For Coding Agents¶

Prescriptive reference for AI coding agents. Tables and code over prose. Terminology matches the codebase exactly.

Architecture Map¶

File Layout¶

Path	Contains
`iscc_search/__init__.py`	Exports `SearchOptions`, `search_opts`, `PlatformDirs`
`iscc_search/options.py`	`SearchOptions` (Pydantic settings, env vars), `get_index()` factory
`iscc_search/config.py`	`AppConfig`, `ConfigManager` (CLI multi-index JSON config)
`iscc_search/models.py`	`IsccBase`, `IsccID`, `IsccUnit`, `IsccCode`, `IsccItem`
`iscc_search/schema.py`	Auto-generated Pydantic models from `openapi/openapi.yaml`
`iscc_search/processing.py`	Text tokenization utilities
`iscc_search/protocols/index.py`	`IsccIndexProtocol` (runtime-checkable Protocol)
`iscc_search/indexes/common.py`	Shared: serialization, ID encoding, validation, query normalization
`iscc_search/indexes/memory/index.py`	`MemoryIndex` (dict-based, no persistence)
`iscc_search/indexes/lmdb/index.py`	`LmdbIndex` (LMDB storage + inverted prefix search)
`iscc_search/indexes/lmdb/manager.py`	`LmdbIndexManager` (multi-index over .lmdb files)
`iscc_search/indexes/usearch/index.py`	`UsearchIndex` (HNSW + LMDB hybrid)
`iscc_search/indexes/usearch/manager.py`	`UsearchIndexManager` (multi-index over directories)
`iscc_search/indexes/simprint/lmdb_ops.py`	LMDB operations for simprints (pack/unpack, IDF, exact search)
`iscc_search/indexes/simprint/usearch_core.py`	`UsearchSimprintIndex` (ShardedIndex128 approximate search)
`iscc_search/indexes/simprint/models.py`	msgspec structs: `MatchedChunkRaw`, `SimprintMatchRaw`
`iscc_search/cli/`	Typer CLI: `add`, `datasets`, `get`, `hub`, `search`, `serve`, `index` subcommands
`iscc_search/server/`	FastAPI app: endpoints for indexes, assets, search, auth, health
`iscc_search/remote/client.py`	`IsccSearchClient` (HTTP client for remote servers)
`iscc_search/openapi/`	Modular OpenAPI 3.0 spec (YAML fragments + bundled JSON)

Class Hierarchy¶

IsccIndexProtocol (typing.Protocol, runtime_checkable)
├── MemoryIndex          (indexes/memory/)
├── LmdbIndexManager     (indexes/lmdb/)
│   └── LmdbIndex        (per-index LMDB file)
└── UsearchIndexManager  (indexes/usearch/)
    └── UsearchIndex     (per-index directory)
        ├── ShardedNphdIndex      (from iscc-usearch, per unit-type)
        ├── UsearchSimprintIndex  (per simprint-type)
        └── LMDB env              (assets, metadata, instance, simprints)

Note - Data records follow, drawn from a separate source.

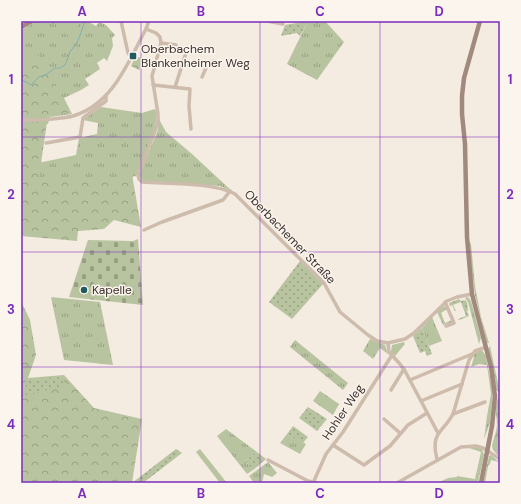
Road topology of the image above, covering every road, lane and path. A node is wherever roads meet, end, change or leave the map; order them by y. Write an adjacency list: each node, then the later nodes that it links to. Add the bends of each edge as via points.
1 (32, 21): 7 (street)
2 (120, 21): 12 (street)
3 (149, 21): 8 (street)
4 (267, 21): 6 (street)
5 (480, 21): 25 (street, via 464,78 462,96 467,237)
6 (283, 24)
7 (21, 27)
8 (146, 29): 9 (street, via 158,35); 12 (street)
9 (161, 43): 10 (street); 17 (street, via 153,72)
10 (176, 45)
11 (186, 53): 15 (street)
12 (131, 57): 19 (street, via 117,83)
13 (214, 61): 14 (street)
14 (204, 65): 15 (street, via 199,63); 16 (street, via 206,68)
15 (183, 66): 18 (street)
16 (202, 76)
17 (153, 84): 18 (street); 23 (street, via 158,123 138,175 139,179 142,182 211,187)
18 (175, 87): 21 (street, via 190,89)
19 (106, 96): 20 (street, via 93,107 74,116); 22 (street, via 106,101 84,118 80,137)
20 (21, 120)
21 (191, 129)
22 (46, 143)
23 (230, 191): 24 (street, via 223,200); 28 (street, Oberbachemer Straße, via 237,195 324,283 340,312 372,338)
24 (144, 230)
25 (472, 294): 26 (street, via 457,296); 29 (street)
26 (446, 302): 27 (street, via 454,322); 28 (street, via 408,337)
27 (446, 326)
28 (388, 343): 31 (street)
29 (486, 347): 30 (street); 36 (street)
30 (472, 354): 33 (street); 34 (street)
31 (392, 355): 32 (street); 44 (street, Hohler Weg)
32 (404, 369): 33 (street); 35 (street)
33 (410, 380): 37 (street)
34 (462, 384): 37 (street); 40 (street)
35 (391, 390)
36 (497, 395): 45 (street)
37 (421, 401): 39 (street)
38 (485, 402): 40 (street)
39 (427, 413): 42 (street); 43 (street, via 408,425)
40 (453, 414): 42 (street)
41 (384, 419): 43 (street)
42 (438, 433): 48 (street)
43 (400, 434): 44 (street, via 390,446 364,464)
44 (333, 445): 49 (street, Hohler Weg, via 326,454)
45 (486, 449): 46 (street); 48 (street, via 476,446 461,448); 51 (street)
46 (500, 459)
47 (268, 460): 49 (street)
48 (437, 460): 50 (street)
49 (315, 483)
50 (397, 483)
51 (480, 483)

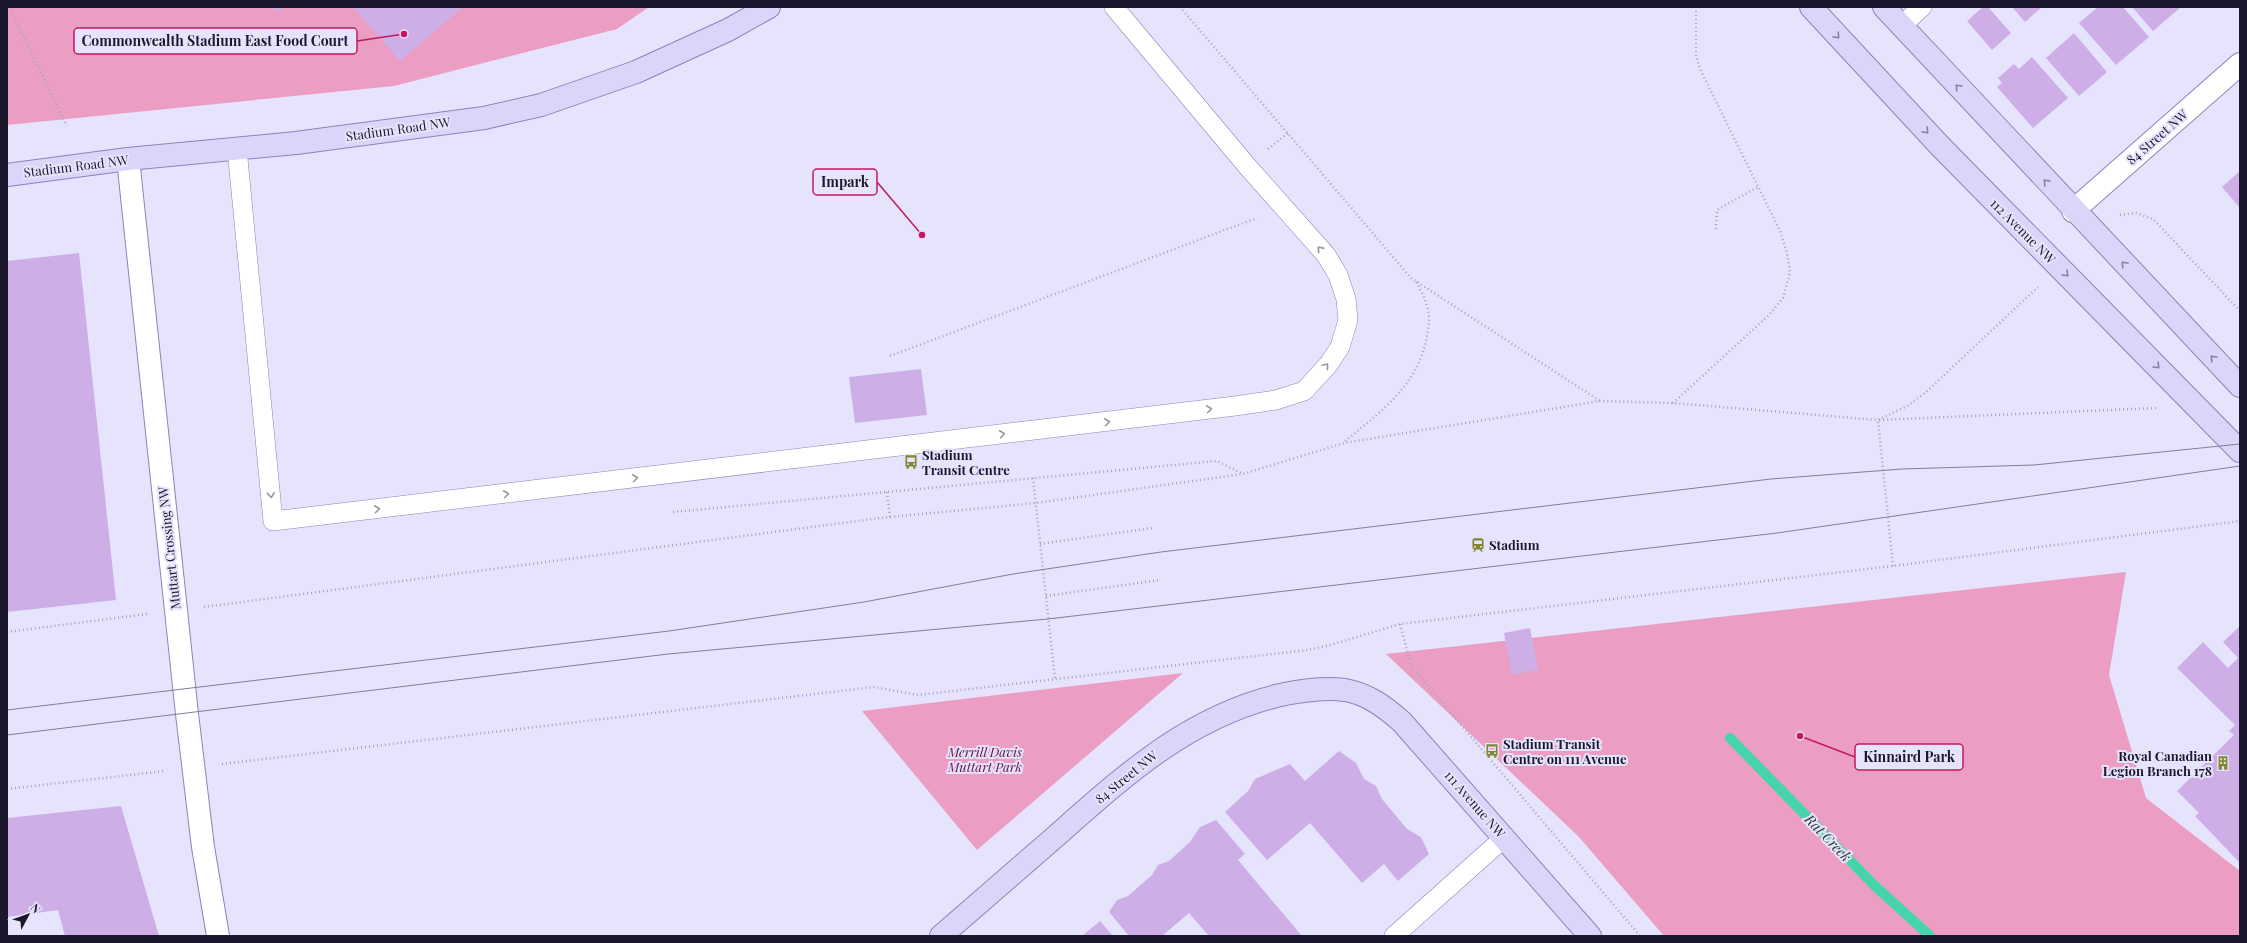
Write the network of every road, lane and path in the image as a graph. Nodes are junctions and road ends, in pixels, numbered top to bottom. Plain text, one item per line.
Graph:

Schema Types (auto-generated, do not edit)¶

Class	Purpose
`IsccIndex`	Index metadata (name, assets count, size)
`IsccEntry`	Asset record (iscc_id, iscc_code, units, simprints, metadata)
`IsccQuery`	Search query (iscc_code or units or simprints)
`IsccSearchResult`	Search response (query + global_matches + chunk_matches)
`IsccGlobalMatch`	Per-asset match (iscc_id, score, unit_scores)
`IsccAddResult`	Add response (iscc_id, status: created/updated)
`IsccSimprint`	Simprint with offset and size
`IsccChunk`	Chunk-level match detail
`TextQuery`	Text-based search query

Decision Dispatch¶

Which backend?¶

Scenario	Backend	URI	Why
Unit tests	Memory	`memory://`	No persistence, no deps
Exact prefix search	LMDB	`lmdb:///path`	Bidirectional prefix matching
Production similarity	USearch	`usearch:///path`	HNSW + LMDB hybrid

Which config system?¶

Context	System	Source
`iscc-search serve`	`options.py` (`SearchOptions`)	Env vars `ISCC_SEARCH_*`
`iscc-search add/get/hub/search`	`config.py` (`ConfigManager`)	JSON `~/.iscc-search/config.json`
`iscc-search datasets`	none (HF Hub listing only)	`huggingface_hub.list_datasets`

Which method for a task?¶

Task	Protocol method	HTTP endpoint
Create index	`create_index(IsccIndex)`	`POST /indexes`
List indexes	`list_indexes()`	`GET /indexes`
Get index info	`get_index(name)`	`GET /indexes/{name}`
Delete index	`delete_index(name)`	`DELETE /indexes/{name}`
Add assets	`add_assets(name, [IsccEntry])`	`POST /indexes/{name}/assets`
Get asset	`get_asset(name, iscc_id)`	`GET /indexes/{name}/assets/{iscc_id}`
Search	`search_assets(name, IsccQuery, limit)`	`POST /indexes/{name}/search`
Health check	N/A	`GET /healthz` (liveness), `GET /readyz` (readiness)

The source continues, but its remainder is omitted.